START Data to use

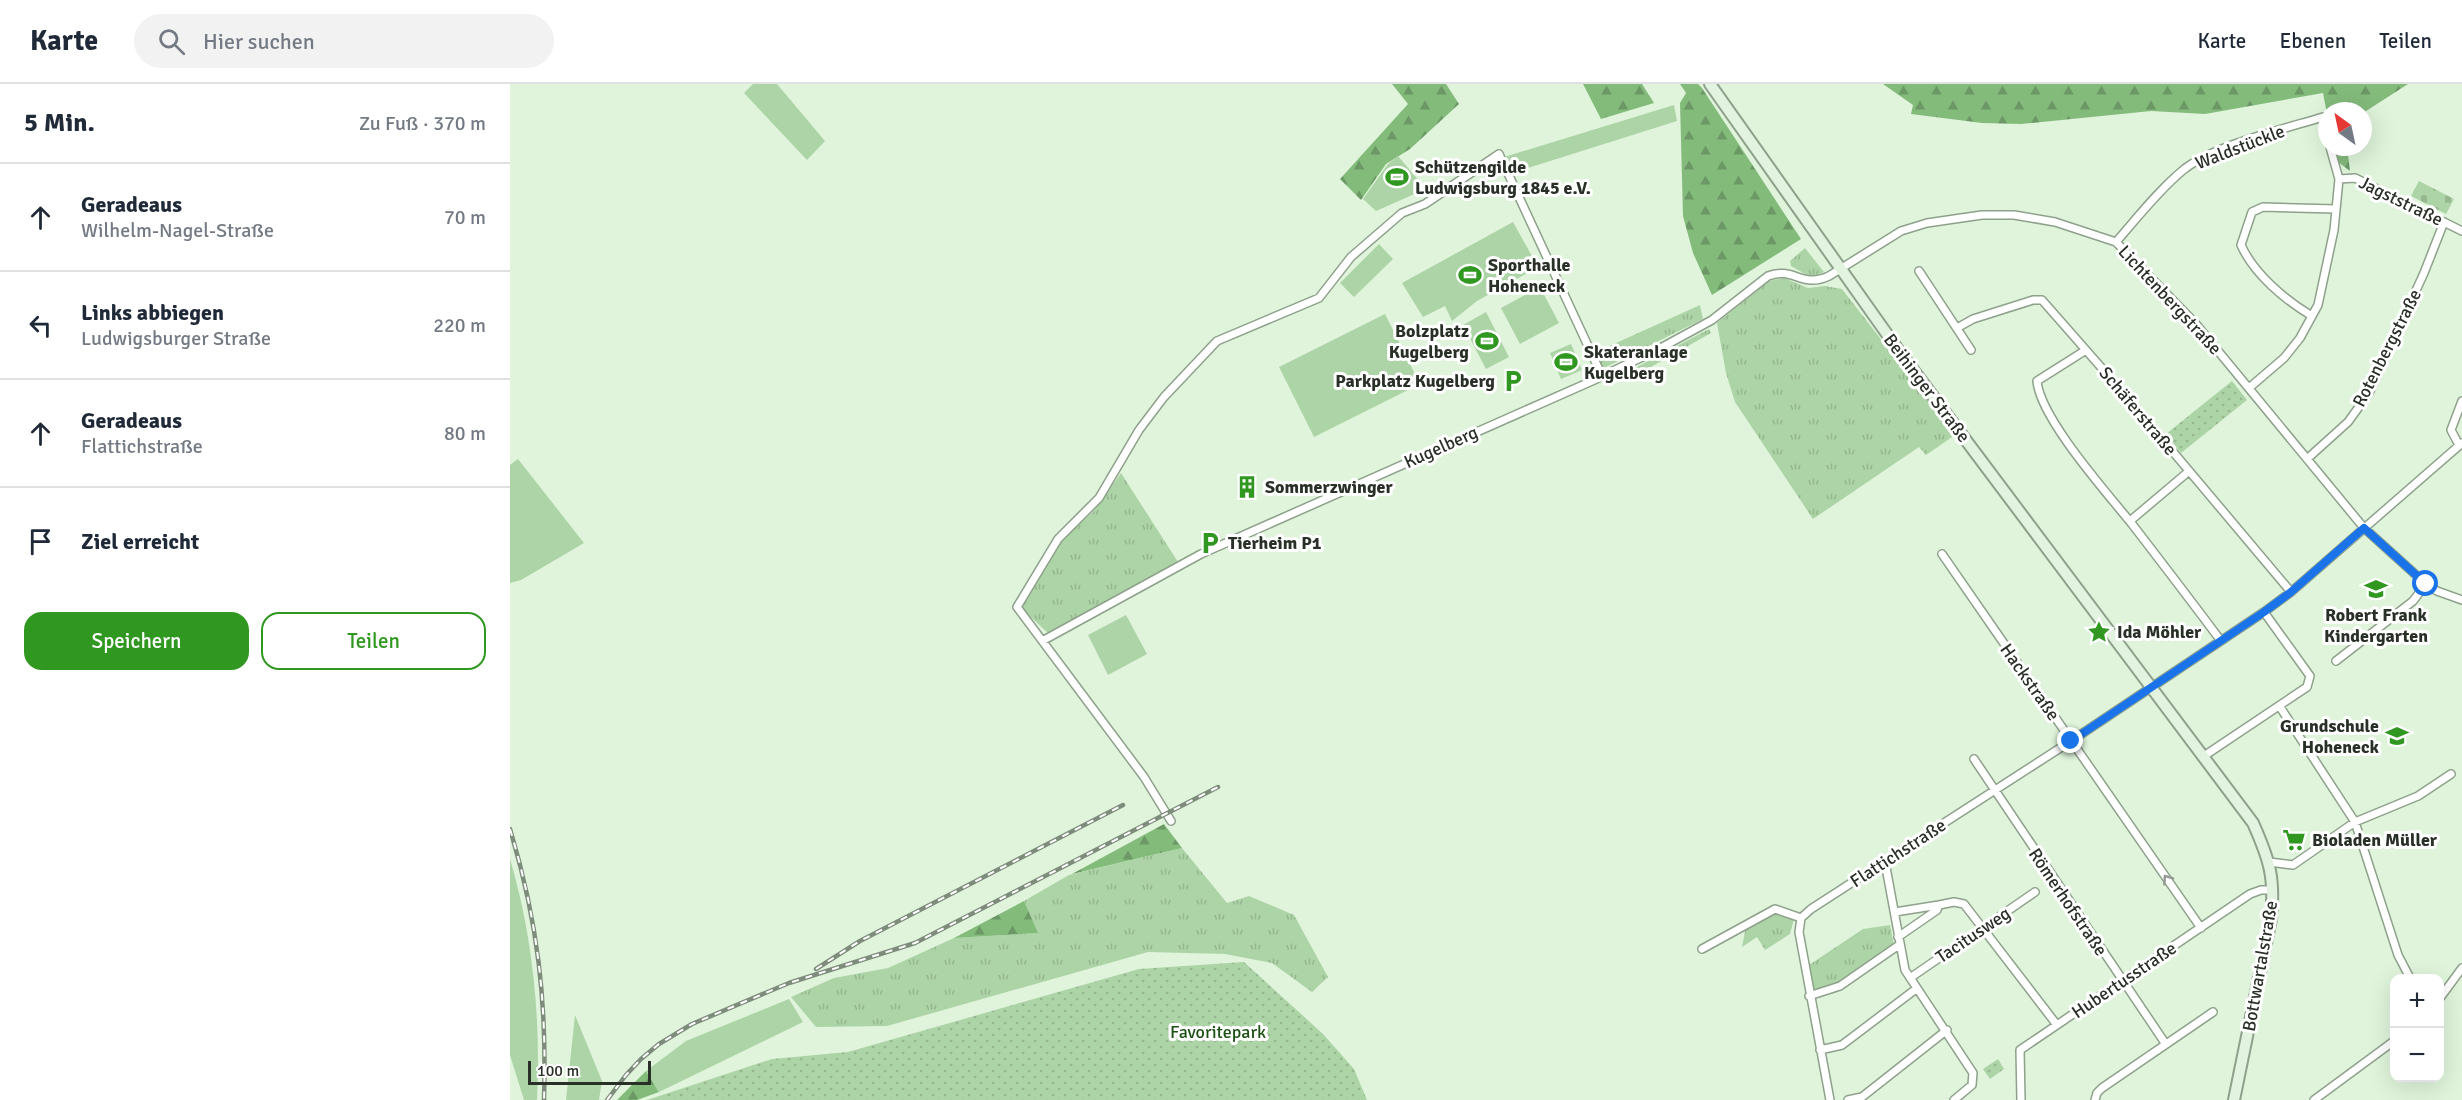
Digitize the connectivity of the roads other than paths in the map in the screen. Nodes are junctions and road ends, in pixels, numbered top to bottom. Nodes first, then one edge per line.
1 (1710, 84) edge
2 (2318, 119) edge
3 (2333, 156) edge
4 (2339, 179) junction
5 (2336, 209) junction
6 (2444, 222) junction
7 (2462, 231) edge
8 (2116, 242) junction
9 (1840, 269) junction
10 (1919, 271) dead end
11 (1768, 276) joint
12 (2312, 316) junction
13 (1957, 328) junction
14 (1971, 350) dead end
15 (2086, 350) junction
16 (1602, 376) junction
17 (2249, 388) junction
18 (2462, 401) edge
19 (2461, 444) edge
20 (2307, 459) junction
21 (2188, 472) junction
22 (2130, 521) junction
23 (2364, 528) junction
24 (1942, 554) dead end
25 (2426, 584) junction
26 (2291, 592) junction
27 (2462, 600) edge
28 (2264, 612) junction
29 (1044, 640) junction
30 (2222, 641) junction
31 (2336, 662) dead end
32 (2151, 688) junction
33 (2280, 707) junction
34 (2071, 741) junction
35 (2204, 756) junction
36 (1974, 759) dead end
37 (2451, 774) dead end
38 (1994, 791) junction
39 (1171, 821) dead end
40 (2355, 822) junction
41 (1885, 862) junction
42 (2269, 862) junction
43 (2273, 890) junction
44 (2035, 892) dead end
45 (1940, 905) junction
46 (1894, 912) junction
47 (1802, 918) junction
48 (2201, 927) junction
49 (1982, 928) junction
50 (1898, 937) junction
51 (1899, 945) junction
52 (1702, 949) dead end
53 (2462, 968) edge
54 (2408, 974) edge
55 (1910, 978) junction
56 (2122, 981) junction
57 (1916, 989) junction
58 (2444, 991) edge
59 (1809, 996) junction
60 (2213, 1012) dead end
61 (2057, 1025) junction
62 (1947, 1030) junction
63 (2165, 1043) junction
64 (2390, 1044) edge
65 (1820, 1050) junction
66 (1830, 1100) edge
67 (1848, 1100) edge
68 (1954, 1100) edge
69 (2021, 1100) edge
70 (2095, 1100) edge
71 (2234, 1100) edge
72 (2314, 1100) edge

1 - 9 main road, Beihinger Straße
2 - 8 street, Waldstückle
3 - 4 street
4 - 5 street
4 - 6 street, Jagststraße
5 - 12 street
5 - 12 street
6 - 7 street, Jagststraße
6 - 20 street, Rotenbergstraße
8 - 9 street, Lichtenbergstraße
8 - 17 street, Lichtenbergstraße
9 - 11 street, Lichtenbergstraße
9 - 32 main road, Beihinger Straße
10 - 13 street
11 - 16 street, Kugelberg
12 - 17 street
13 - 14 street
13 - 15 street, Schäferstraße
15 - 21 street, Schäferstraße
15 - 22 street
16 - 29 street, Kugelberg
16 - 29 street
17 - 20 street, Lichtenbergstraße
18 - 19 street
19 - 23 street, Flattichstraße
20 - 23 street, Lichtenbergstraße
21 - 22 street
21 - 26 street, Schäferstraße
22 - 30 street
23 - 25 street, Lichtenbergstraße
23 - 26 street, Flattichstraße
24 - 34 street, Hackstraße
25 - 27 street, Lichtenbergstraße
25 - 31 street
26 - 28 street, Flattichstraße
28 - 30 street, Flattichstraße
28 - 33 street
29 - 39 street
30 - 32 street, Flattichstraße
32 - 34 street, Flattichstraße
32 - 35 main road, Bottwartalstraße
33 - 35 street
33 - 40 street
34 - 38 street, Flattichstraße
48 -> 34 street, Hackstraße
35 - 42 main road, Bottwartalstraße
36 - 38 street, Römerhofstraße
37 - 40 street
38 - 41 street, Flattichstraße
38 - 56 street, Römerhofstraße
40 - 42 street
40 - 54 street
41 - 46 street
41 - 47 street, Flattichstraße
42 - 43 main road, Bottwartalstraße
43 - 48 street, Hubertusstraße
43 - 71 main road, Bottwartalstraße
44 - 49 street, Tacitusweg
45 - 46 street
45 - 49 street
45 - 50 street
46 - 50 street
47 - 52 street
47 - 59 street
48 - 56 street, Hubertusstraße
49 - 55 street, Tacitusweg
49 - 61 street
50 - 51 street
51 - 55 street
51 - 59 street
53 - 58 street
55 - 57 street
56 - 61 street, Hubertusstraße
56 - 63 street, Römerhofstraße
57 - 62 street
57 - 65 street
59 - 65 street
60 - 63 street
61 - 69 street, Hubertusstraße
62 - 67 street
62 - 68 street
63 - 70 street
64 - 72 street
65 - 66 street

END Data to use

**Exercise prompt**
Filter the records above for "Flattichstraße" and copy every matching line.

**Exercise response**
19 - 23 street, Flattichstraße
23 - 26 street, Flattichstraße
26 - 28 street, Flattichstraße
28 - 30 street, Flattichstraße
30 - 32 street, Flattichstraße
32 - 34 street, Flattichstraße
34 - 38 street, Flattichstraße
38 - 41 street, Flattichstraße
41 - 47 street, Flattichstraße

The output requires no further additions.